In medical and technology communities there is a perception that this bias isn’t a big deal. To understand why, I reached out to manufacturers, doctors, researchers, and government regulators to ask for any updates to these previously documented issues. Many responded along these lines: “The errors haven’t really been dealt with, but here’s why it doesn’t matter.” Others thought the stories that get told about the harmlessness of racial disparities reveal the very opposite: unequal standards that have become normalized. It all matters—the errors, the history that produced them, the future they’re being built into, and the justifications about racism they reveal in U.S. science and medicine.
• • •
In 2005 a team of physicians studied oximetry’s racial bias in critical detail. The group often works at the famous mountaintop Hypoxia Lab, founded at the University of California, San Francisco (UCSF) by John Severinghaus, inventor of blood gas analysis, who did foundational work in medical devices for anesthesiology. “In our eighteen years of testing pulse oximeter accuracy,” the team noted in their article, “the majority of subjects have been light skinned. . . . Most pulse oximeters have probably been calibrated using light-skinned individuals, with the assumption that skin pigment does not matter.”
In medical and technology communities there is a perception that this bias isn’t a big deal. But it all matters—the errors, the history that produced them, the future they’re being built into, and the justifications about racism they reveal in U.S. science and medicine.
But after hearing about a range of “unacceptable errors in pulse oximetry” among Black wearers, the UCSF study was “specifically designed to determine whether errors at low [arterial oxygen saturation] correlate with skin color.” Since errors don’t tend to show up at healthy oxygen levels, a special protocol is necessary to check accuracy at lower oxygen, which better simulates an actual health crisis. The doctors collected readings with a range of people using several pulse ox models, then checked their readings against a different kind of test based on arterial blood gas, the “gold standard” test for oxygen levels. (The latter measure is more invasive, requiring blood from an artery, which is why the pulse ox is often used as a proxy in hospitals.)
Crosschecking these two measures over 1,067 data points, the team found a clear pattern of errors. For nonwhite people the machines mostly tended to overestimate saturation levels by several points. The study only included participants who identified as Black or white, but the authors noted that degrees of errors have also been observed among Latinx, Indigenous, and many other nonwhite people. The team’s follow-up study, published in 2007, focused on safety errors for people with “intermediate” skin tones and included a larger group of women.
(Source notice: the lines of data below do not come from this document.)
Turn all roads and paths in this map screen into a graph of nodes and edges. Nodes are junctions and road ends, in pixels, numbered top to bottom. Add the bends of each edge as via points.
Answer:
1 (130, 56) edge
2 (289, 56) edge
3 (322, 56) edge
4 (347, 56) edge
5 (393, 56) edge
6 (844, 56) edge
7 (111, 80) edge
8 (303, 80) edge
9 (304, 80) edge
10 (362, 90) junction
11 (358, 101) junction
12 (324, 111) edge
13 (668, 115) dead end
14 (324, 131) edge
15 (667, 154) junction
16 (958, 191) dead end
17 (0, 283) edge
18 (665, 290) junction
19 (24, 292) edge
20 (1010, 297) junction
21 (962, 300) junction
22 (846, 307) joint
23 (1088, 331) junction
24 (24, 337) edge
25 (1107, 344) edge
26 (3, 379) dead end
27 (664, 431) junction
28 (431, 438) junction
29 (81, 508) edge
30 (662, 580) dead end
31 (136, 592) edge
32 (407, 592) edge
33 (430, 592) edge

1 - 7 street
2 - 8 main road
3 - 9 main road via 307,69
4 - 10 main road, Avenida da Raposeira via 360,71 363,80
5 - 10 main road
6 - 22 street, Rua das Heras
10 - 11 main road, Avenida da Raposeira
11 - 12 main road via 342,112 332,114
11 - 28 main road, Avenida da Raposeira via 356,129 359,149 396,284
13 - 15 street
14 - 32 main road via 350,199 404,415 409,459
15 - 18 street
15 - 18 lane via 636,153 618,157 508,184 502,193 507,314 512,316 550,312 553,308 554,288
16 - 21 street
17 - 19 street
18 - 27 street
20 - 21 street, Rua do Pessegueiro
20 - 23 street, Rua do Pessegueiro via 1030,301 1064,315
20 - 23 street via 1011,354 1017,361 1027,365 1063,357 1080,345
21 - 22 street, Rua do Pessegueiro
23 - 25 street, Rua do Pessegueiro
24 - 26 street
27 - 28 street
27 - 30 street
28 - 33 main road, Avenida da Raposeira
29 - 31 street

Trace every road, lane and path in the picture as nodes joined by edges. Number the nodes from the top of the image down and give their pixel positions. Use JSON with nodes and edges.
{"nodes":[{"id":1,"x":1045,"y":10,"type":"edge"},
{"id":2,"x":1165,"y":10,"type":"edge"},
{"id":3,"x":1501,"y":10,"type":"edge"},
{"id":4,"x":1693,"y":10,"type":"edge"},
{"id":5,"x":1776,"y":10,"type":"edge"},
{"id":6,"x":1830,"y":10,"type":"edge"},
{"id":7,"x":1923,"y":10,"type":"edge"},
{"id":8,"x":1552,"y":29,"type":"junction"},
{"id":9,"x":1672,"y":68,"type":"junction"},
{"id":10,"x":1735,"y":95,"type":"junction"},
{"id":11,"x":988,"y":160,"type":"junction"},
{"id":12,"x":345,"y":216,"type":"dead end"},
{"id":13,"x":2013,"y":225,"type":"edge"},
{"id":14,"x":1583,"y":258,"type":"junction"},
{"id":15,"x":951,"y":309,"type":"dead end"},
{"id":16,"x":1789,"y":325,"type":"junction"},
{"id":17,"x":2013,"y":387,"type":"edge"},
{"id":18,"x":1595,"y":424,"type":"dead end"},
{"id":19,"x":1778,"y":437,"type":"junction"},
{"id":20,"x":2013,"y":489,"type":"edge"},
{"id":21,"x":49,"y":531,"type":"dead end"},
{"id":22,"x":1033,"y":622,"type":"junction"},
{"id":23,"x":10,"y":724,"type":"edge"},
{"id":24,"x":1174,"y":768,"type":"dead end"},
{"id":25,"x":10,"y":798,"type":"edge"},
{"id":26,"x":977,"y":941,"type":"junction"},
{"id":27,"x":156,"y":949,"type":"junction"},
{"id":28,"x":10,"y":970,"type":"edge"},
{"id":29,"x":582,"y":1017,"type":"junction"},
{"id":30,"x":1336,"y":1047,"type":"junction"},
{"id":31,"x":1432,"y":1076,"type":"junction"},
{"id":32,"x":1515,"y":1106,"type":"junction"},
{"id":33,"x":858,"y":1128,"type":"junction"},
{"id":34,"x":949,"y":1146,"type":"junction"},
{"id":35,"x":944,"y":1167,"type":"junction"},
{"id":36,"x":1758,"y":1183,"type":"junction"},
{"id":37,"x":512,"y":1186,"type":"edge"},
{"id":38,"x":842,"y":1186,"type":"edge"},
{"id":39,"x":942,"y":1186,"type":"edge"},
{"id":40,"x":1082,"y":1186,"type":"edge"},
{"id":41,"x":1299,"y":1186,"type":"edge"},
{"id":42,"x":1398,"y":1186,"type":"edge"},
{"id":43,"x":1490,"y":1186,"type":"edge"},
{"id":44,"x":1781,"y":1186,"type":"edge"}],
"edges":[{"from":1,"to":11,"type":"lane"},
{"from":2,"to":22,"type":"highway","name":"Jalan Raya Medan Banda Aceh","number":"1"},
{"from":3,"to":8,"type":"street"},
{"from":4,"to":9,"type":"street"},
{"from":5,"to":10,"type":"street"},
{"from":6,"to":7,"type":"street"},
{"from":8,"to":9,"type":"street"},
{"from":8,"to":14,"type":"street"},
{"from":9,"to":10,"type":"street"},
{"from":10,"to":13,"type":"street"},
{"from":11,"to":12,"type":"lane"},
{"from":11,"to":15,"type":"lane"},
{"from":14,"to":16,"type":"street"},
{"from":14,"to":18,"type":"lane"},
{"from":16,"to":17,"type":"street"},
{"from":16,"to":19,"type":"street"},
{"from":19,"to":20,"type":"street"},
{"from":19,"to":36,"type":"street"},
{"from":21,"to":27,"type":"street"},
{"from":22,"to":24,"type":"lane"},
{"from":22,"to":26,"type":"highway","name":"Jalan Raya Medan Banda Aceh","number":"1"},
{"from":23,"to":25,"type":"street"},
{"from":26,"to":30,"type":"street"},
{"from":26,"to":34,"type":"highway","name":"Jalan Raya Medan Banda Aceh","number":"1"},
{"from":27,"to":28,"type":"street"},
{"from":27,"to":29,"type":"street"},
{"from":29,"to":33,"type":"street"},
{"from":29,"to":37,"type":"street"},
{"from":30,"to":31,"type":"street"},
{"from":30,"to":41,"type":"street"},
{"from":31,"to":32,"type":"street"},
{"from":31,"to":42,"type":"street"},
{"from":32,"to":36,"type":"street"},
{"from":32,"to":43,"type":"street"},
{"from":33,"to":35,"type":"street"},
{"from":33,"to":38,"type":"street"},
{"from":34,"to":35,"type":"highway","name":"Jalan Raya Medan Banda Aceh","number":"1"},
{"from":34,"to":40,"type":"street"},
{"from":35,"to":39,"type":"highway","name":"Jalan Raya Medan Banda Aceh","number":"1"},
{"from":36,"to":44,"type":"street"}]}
This more detailed data again found a clear pattern: pulse ox “bias was generally the greatest in dark-skinned subjects, intermediate for intermediate skin tones, and least for lightly pigmented individuals.” Racial errors grew significant at lower oxygen levels, starting around 90 and growing widest in the 70s.
In principle, the implications can be troubling. The night we first got a pulse ox, my husband woke up with his oxygen at 77. In their studies of that low saturation range, the UCSF doctors noticed “a bias of up to 8 percent . . . in individuals with darkly pigmented skin,” errors that “may be quite significant under some circumstances.” Thus, for a nonwhite person, a reading of 77 like my husband’s could hide a true saturation as low as 69—even greater immediate danger. But EMTs or intake nurses might not be able to detect those discrepancies during triage. The number appears objective and race-neutral.
Indeed, while the oximeter is a key tool for some patients in deciding when to go to the hospital, it’s also what they use at the hospital. Clinical guidance about giving oxygen tends to be loosely keyed to a certain threshold of oxygen saturation; protocols recommend particular interventions at 88, 90, and 92 percent, for example. Racial errors in these higher saturation ranges tend to be narrower disparities of one to four percentage points, but they still can mislead if they go undetected. In particular situations, another study notes, errors of that margin “may severely affect the treatment decisions in borderline cases.”
For a nonwhite person, a reading of 77 like my husband’s could hide an oxygen saturation as low as 69—even greater immediate danger. But EMTs or intake nurses might not be able to detect those discrepancies during triage.
This might seem like a fine point, but medicine is made of fine points that turn into ordinary decisions. Using the UCSF data, one company’s illustrations demonstrate the skin color variability of three brands of pulse oximeters (Nonin, Nellcor, and Masimo) for one of the most common clinical decision points: a reading of 88 percent. Pulse ox readings can also be affected by conditions such as anemia, jaundice, poor circulation, and nail polish. Physicians in a clinic may not distinguish errors stemming from an underlying condition and those caused by the device’s bias on darker skin. The UCSF lab data are revealing on this point. The study participants were “healthy, nonsmoking” Black and white young people in their twenties and thirties, mostly UCSF medical students, none of whom “had lung disease, obesity, or cardiovascular problems.” This pool of participants allowed the researchers to isolate skin color calibration errors alone, eliminating misreadings due to underlying comorbidities.
Image courtesy of Nonin Medical, illustrating the findings of Feiner et al. (2007). Nonin Technical Bulletin, September 2008.
Most hospital protocols now recommend starting oxygen at 90. Below that threshold damage to vital organs such as the heart, brain, lungs, and kidneys becomes an immediate danger. In a mixed general population, a true blood oxygen saturation of 88 percent would, on average, produce a pulse ox reading of 89 to 90 using the most common meter in hospitals. In that case, guidelines would correctly suggest going on oxygen. But Black patients, equally in crisis at 88, would get an average reading of 91—just above the intervention threshold.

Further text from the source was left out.